Parser/tokenizer/file_tokenizer.c
cpython 3.14 @ ab2d84fe1023/Parser/tokenizer/file_tokenizer.c
One of three tokenizer back-ends (file, string, readline). This one wraps a
C FILE* and feeds the core lexer one logical line at a time. It handles all
encoding detection that must happen before the first byte is handed to the
scanner: the UTF-8 BOM, the UTF-16 BOM, and the PEP 263 # -*- coding: …
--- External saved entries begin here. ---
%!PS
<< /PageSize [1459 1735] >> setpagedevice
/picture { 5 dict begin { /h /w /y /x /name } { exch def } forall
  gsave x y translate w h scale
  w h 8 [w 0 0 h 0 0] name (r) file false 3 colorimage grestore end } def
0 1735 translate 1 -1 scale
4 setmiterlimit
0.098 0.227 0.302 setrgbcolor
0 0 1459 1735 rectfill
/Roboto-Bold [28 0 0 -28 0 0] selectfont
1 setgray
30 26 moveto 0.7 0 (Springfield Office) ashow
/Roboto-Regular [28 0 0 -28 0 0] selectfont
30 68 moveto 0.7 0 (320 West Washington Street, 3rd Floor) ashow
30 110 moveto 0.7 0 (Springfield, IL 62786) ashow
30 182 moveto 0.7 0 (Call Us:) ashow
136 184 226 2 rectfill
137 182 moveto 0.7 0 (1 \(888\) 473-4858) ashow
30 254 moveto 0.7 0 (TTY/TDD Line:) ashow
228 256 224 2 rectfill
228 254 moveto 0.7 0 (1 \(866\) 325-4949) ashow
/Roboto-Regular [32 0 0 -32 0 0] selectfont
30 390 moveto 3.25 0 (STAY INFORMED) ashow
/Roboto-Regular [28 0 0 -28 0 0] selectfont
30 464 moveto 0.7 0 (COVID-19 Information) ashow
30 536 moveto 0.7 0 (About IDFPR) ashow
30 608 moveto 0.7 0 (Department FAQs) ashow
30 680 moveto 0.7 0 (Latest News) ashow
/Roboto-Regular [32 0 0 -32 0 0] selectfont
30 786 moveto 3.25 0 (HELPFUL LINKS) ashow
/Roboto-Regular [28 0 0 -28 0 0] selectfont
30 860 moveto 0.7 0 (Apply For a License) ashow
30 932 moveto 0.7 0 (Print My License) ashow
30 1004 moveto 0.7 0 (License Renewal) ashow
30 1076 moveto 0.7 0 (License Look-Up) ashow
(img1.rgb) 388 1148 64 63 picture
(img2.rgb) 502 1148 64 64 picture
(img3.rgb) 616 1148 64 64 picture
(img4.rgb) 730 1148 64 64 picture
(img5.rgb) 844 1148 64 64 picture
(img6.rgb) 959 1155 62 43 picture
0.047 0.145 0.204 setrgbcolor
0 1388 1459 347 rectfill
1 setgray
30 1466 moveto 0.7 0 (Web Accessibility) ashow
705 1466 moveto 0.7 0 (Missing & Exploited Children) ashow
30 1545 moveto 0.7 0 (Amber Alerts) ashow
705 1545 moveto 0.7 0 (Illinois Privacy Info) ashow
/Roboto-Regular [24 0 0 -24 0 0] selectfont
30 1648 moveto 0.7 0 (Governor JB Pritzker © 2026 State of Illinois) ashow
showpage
comment in the first two lines.
The detected encoding is stored in tok->encoding and propagated to
compile() and the io layer. If detection fails, a SyntaxError is raised
before any token is emitted.
Map
| Lines | Symbol | Role | gopy |
|---|---|---|---|
| 1-42 | static helpers / macros | BOM_UTF8, BOM_UTF16_LE, column-safe fgetc wrapper. | internal constants in parser/tokenizer/file.go |
| 44-118 | get_coding_spec | Scans one text line for coding[=:]\s*[-\w.]+ and returns the encoding name. | getCodingSpec |
| 120-219 | check_coding_spec | Reads up to two lines and calls get_coding_spec; stores result in tok->encoding. | checkCodingSpec |
| 221-298 | fp_readline | The underflow callback: reads one line from tok->fp, expands the line buffer if needed. | (*FileTokenizer).readline |
| 300-410 | _PyTokenizer_FromFile | Factory: opens or adopts a FILE*, detects encoding, installs fp_readline as underflow. | NewFileTokenizer |
| 412-493 | _PyTokenizer_Free | Releases line buffer, closes file if owned, frees encoding string. | (*FileTokenizer).Free |
Reading
_PyTokenizer_FromFile (lines 300 to 410)
cpython 3.14 @ ab2d84fe1023/Parser/tokenizer/file_tokenizer.c#L300-410
struct tok_state *
_PyTokenizer_FromFile(FILE *fp, const char *ps1, const char *ps2,
const char *enc)
{
struct tok_state *tok = _PyTokenizer_New();
if (tok == NULL)
return NULL;
if (enc != NULL) {
/* encoding forced by the caller (e.g. from a BOM already read) */
tok->encoding = new_string(enc, strlen(enc), tok);
if (!tok->encoding) goto error;
tok->decoding_state = STATE_NORMAL;
}
tok->fp = fp ? fp : stdin;
tok->prompt = ps1;
tok->nextprompt = ps2;
tok->underflow = fp_readline;
if (fp != NULL && enc == NULL) {
if (!check_coding_spec(tok))
goto error;
}
return tok;
error:
_PyTokenizer_Free(tok);
return NULL;
}
When fp is NULL the tokenizer reads from stdin (the interactive
interpreter path). When enc is already known (the caller stripped a BOM
before handing the file over) encoding detection is skipped and the provided
name is adopted directly.
ps1 / ps2 are the interactive prompts (>>> and ...). They are written
to stderr by fp_readline whenever it needs another line from the user.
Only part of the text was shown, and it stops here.